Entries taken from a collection

※

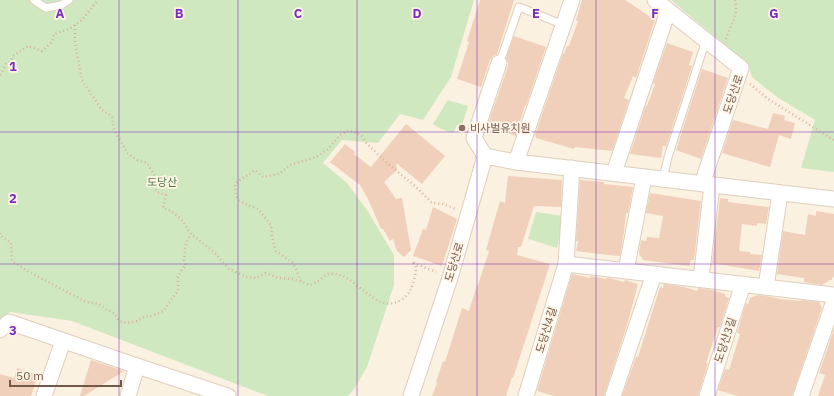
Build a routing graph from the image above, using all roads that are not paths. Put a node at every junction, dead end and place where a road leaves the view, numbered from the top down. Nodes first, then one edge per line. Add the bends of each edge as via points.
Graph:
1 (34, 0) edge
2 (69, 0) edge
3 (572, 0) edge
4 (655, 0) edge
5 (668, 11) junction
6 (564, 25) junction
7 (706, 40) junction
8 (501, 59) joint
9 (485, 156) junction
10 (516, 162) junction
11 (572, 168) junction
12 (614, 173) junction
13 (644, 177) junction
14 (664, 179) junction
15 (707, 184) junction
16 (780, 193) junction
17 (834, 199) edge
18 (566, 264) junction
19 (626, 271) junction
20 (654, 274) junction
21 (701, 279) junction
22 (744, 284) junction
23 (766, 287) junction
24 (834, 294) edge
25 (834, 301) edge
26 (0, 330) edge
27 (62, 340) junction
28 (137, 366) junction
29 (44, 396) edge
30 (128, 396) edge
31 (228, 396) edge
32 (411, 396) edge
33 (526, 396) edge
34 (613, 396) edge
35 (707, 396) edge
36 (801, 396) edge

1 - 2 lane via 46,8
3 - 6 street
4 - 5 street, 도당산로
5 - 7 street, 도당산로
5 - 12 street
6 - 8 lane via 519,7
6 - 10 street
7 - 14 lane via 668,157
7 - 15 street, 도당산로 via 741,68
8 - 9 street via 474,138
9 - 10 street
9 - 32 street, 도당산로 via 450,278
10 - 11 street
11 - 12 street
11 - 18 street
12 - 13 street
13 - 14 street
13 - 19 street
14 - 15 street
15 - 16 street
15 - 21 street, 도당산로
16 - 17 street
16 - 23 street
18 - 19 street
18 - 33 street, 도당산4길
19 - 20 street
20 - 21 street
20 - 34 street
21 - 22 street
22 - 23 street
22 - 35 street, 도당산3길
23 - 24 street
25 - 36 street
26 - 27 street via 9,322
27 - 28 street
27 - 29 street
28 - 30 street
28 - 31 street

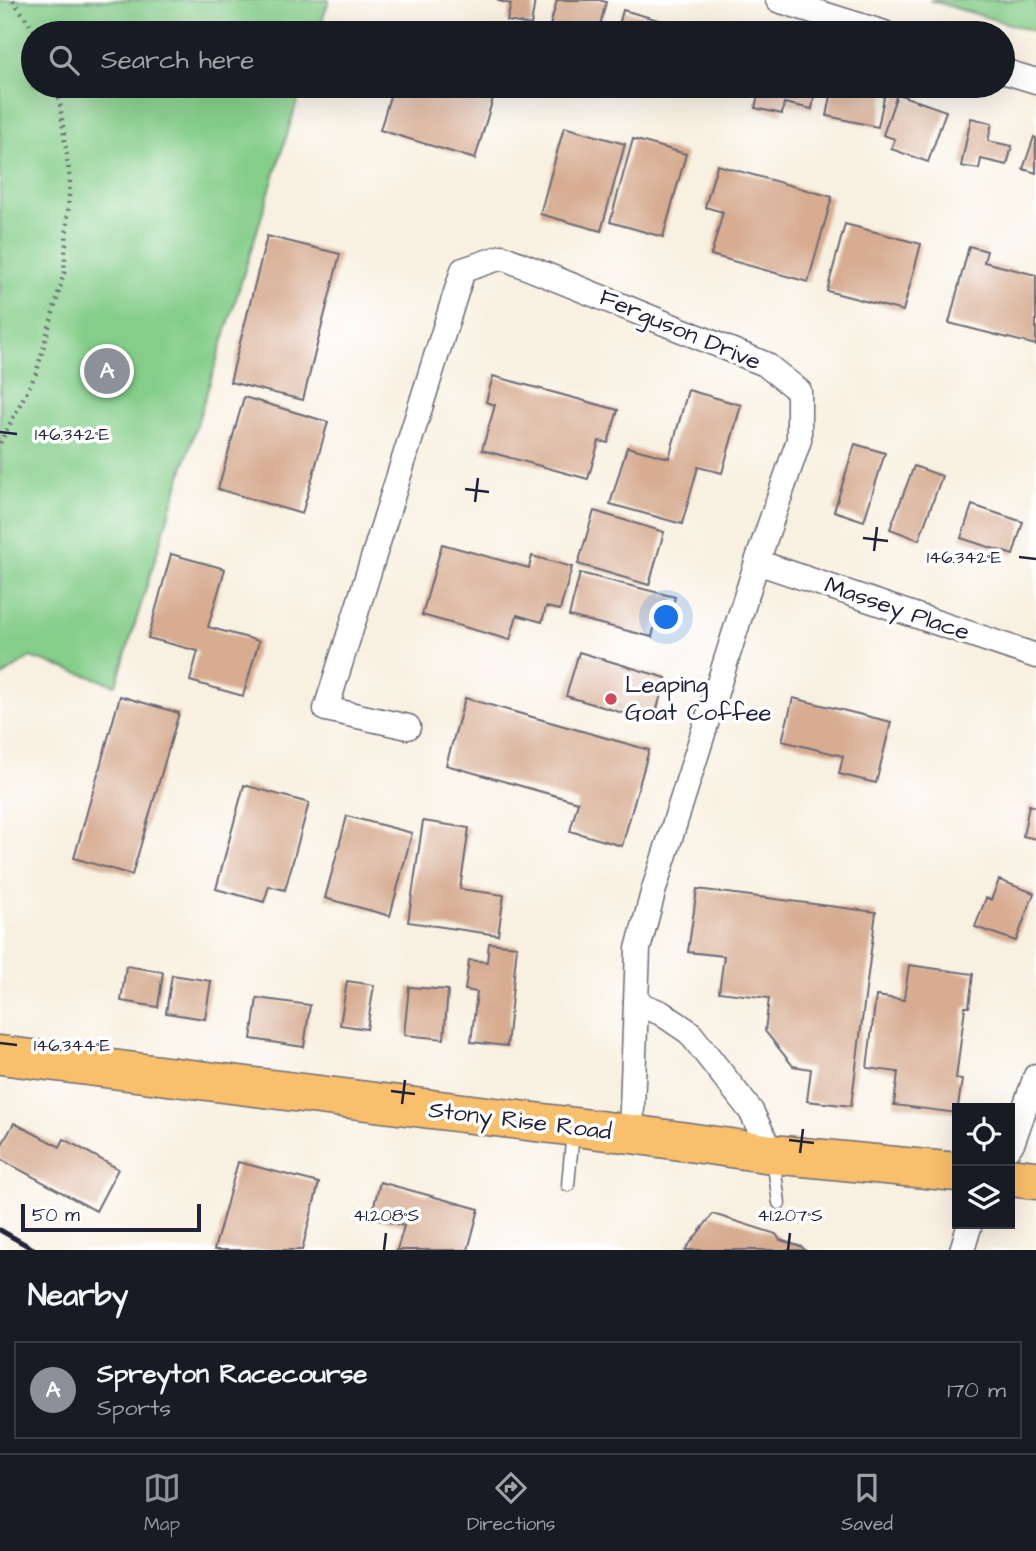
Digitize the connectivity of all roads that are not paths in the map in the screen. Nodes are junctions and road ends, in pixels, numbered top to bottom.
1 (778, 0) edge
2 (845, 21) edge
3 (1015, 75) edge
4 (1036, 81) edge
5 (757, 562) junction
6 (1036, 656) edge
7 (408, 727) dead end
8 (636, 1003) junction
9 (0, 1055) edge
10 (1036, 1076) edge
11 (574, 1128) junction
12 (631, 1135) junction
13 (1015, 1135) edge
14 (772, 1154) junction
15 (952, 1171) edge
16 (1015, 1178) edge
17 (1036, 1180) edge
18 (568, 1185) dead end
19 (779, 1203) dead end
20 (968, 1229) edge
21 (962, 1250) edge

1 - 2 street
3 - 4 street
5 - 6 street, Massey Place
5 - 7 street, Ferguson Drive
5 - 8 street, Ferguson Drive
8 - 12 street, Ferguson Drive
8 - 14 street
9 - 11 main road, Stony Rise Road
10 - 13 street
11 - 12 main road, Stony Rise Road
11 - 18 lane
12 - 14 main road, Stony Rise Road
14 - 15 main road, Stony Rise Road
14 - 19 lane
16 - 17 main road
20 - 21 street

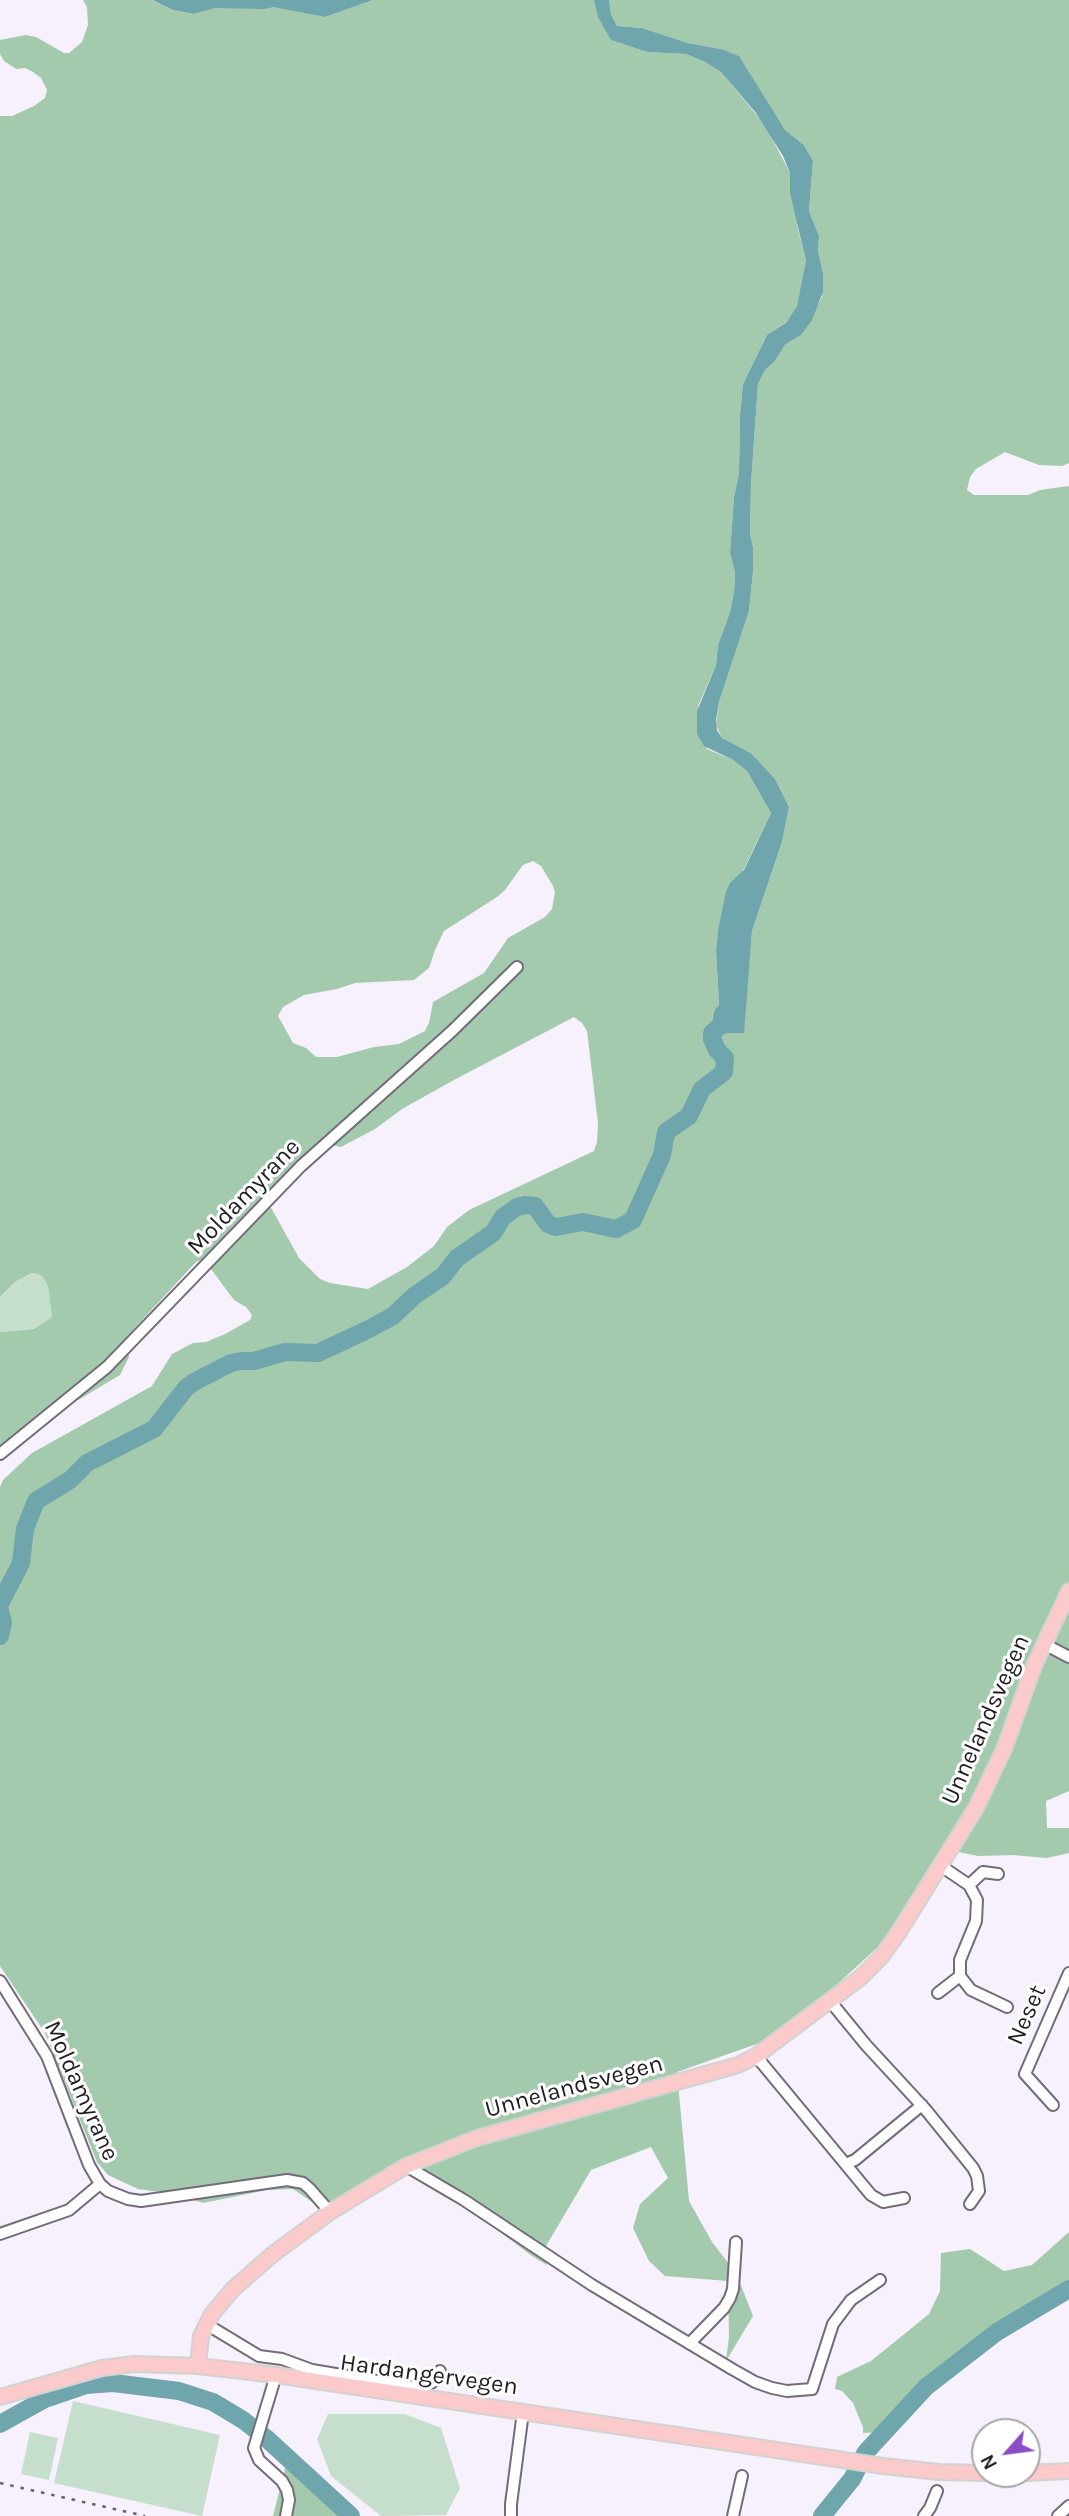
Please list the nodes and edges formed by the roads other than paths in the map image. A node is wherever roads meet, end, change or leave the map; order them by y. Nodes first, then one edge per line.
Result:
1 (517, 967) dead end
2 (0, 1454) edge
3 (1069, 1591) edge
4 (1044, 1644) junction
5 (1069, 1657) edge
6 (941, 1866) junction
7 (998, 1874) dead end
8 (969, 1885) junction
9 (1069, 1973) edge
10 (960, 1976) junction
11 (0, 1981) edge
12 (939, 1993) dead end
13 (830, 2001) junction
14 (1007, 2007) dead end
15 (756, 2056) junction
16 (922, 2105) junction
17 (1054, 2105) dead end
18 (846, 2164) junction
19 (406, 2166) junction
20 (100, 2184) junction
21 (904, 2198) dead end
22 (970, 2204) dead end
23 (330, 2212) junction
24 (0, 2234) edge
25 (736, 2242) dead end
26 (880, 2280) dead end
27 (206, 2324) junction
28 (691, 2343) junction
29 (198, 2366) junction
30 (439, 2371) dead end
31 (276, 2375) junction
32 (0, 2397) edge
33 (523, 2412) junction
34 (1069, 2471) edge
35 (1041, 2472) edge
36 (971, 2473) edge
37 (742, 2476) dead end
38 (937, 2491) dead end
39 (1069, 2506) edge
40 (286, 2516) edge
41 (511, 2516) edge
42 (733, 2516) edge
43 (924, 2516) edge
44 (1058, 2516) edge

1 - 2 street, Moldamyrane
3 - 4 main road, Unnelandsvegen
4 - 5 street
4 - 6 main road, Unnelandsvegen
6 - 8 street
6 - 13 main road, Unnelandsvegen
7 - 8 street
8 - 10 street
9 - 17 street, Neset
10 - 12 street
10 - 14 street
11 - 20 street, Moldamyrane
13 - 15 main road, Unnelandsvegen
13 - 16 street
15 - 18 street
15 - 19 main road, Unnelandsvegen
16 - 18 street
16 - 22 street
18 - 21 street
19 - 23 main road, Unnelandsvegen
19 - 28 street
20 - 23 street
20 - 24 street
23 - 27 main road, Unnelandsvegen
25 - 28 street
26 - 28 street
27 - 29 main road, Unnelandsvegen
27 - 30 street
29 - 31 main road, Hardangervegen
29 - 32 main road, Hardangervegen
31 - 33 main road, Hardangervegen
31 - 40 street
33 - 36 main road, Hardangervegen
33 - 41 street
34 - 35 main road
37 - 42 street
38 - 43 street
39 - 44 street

※

• **WHAT TO PRODUCE**: For each line of the entries that contains the word "Rise", make a copy.

• **RESULT BELOW**:
9 - 11 main road, Stony Rise Road
11 - 12 main road, Stony Rise Road
12 - 14 main road, Stony Rise Road
14 - 15 main road, Stony Rise Road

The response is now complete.